She, fellow pharmacist Slava Malen, and husband and social worker Jacques Nir, based in Fair Lawn, developed a mobile app to legitimize medical cannabis as something insurance companies saw as worth covering, and something that would improve the medical cannabis experience for patients and doctors.
It started from Richer and her team collecting data from about 350 studies, which demonstrated that not all available strains treat symptoms and illnesses in the same ways. The cannabinoids and terpenes that make one strain ineffective at treating irritable bowel syndrome might make it highly effective at treating symptoms associated with cancer. While the composition of another strain might make it a useful remedy for anxiety, it could be the wrong choice for someone looking to treat Tourette’s syndrome. With this data, they created what they dubbed the canna-meter within their app MyCureAll, which is meant to provide recommendations for treatment based on ailment.
Related Constituencies
MyCureAll serves four types of users: patients, physicians, insurance companies and dispensaries.

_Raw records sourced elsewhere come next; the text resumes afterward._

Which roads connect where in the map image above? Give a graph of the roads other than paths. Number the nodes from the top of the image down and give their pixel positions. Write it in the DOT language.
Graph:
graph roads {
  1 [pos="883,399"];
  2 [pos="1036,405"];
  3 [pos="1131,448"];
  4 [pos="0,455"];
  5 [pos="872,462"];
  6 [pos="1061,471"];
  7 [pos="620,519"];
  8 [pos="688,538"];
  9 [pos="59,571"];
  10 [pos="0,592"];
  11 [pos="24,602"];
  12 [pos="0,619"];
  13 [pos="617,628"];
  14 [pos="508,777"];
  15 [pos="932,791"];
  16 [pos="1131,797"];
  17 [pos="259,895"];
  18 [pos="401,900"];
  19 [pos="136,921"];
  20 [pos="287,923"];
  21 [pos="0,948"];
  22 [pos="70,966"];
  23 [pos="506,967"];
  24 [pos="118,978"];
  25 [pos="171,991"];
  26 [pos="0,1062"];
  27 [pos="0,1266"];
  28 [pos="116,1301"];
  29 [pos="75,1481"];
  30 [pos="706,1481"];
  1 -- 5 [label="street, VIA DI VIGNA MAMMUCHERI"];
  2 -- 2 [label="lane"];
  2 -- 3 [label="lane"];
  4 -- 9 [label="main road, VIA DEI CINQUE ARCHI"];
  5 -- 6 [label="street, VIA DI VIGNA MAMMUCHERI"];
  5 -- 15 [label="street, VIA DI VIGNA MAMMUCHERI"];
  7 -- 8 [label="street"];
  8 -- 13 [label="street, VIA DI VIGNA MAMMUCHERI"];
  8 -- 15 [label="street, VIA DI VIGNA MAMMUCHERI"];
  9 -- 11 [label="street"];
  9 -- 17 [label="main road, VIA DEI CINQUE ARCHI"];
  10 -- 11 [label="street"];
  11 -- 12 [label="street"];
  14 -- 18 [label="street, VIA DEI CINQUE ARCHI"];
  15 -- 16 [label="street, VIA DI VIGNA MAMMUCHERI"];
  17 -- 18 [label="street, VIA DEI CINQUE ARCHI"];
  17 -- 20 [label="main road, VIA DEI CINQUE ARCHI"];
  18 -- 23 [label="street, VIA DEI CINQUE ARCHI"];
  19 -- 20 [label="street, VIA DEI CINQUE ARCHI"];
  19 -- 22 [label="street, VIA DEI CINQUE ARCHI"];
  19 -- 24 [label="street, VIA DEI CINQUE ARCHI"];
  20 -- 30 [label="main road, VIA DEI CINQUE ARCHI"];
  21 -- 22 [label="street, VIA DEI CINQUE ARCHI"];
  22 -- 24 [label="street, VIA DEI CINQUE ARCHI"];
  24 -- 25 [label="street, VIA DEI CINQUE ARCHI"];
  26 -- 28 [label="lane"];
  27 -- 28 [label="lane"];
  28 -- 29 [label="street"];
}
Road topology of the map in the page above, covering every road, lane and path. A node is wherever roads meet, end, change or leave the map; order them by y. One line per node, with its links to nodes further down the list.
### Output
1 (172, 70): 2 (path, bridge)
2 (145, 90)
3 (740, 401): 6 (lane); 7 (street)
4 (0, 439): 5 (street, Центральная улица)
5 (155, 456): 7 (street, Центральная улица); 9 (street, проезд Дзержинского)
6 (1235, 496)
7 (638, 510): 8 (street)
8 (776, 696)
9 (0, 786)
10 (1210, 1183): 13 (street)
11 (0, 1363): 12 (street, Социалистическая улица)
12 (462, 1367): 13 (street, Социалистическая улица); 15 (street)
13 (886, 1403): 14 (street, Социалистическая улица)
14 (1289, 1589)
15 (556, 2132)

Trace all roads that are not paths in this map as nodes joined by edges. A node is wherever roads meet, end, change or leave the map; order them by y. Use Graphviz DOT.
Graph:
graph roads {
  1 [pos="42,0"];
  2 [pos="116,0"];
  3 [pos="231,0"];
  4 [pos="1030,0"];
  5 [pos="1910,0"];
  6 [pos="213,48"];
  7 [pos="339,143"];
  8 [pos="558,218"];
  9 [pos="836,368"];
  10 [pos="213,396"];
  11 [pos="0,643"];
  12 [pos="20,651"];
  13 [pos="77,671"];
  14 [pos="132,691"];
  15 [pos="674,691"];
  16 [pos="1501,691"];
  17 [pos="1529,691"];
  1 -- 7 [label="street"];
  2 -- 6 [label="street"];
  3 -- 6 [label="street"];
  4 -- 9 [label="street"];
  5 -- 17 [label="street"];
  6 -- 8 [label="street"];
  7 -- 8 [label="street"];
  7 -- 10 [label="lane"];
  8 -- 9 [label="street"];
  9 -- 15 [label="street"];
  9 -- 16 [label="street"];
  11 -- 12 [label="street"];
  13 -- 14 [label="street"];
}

Patients enter their experience in the app to collect their own data and share it with their doctor, insurance company, and dispensary if they so choose. Through an interactive portion of the app called Puff, they provide information about the cannabis they’re consuming (strain, CBD/THC ratio, terpenes, etc.) and compare how they feel at the time of consumption to how they feel 20 minutes later. As the patient uses it, the app will provide better cannabis recommendations; and as more patients use Puff, their reports will be incorporated into the canna-meter. Their feedback helps physicians and dispensaries better understand what to recommend to others with similar ailments, and help insurance companies understand what to cover.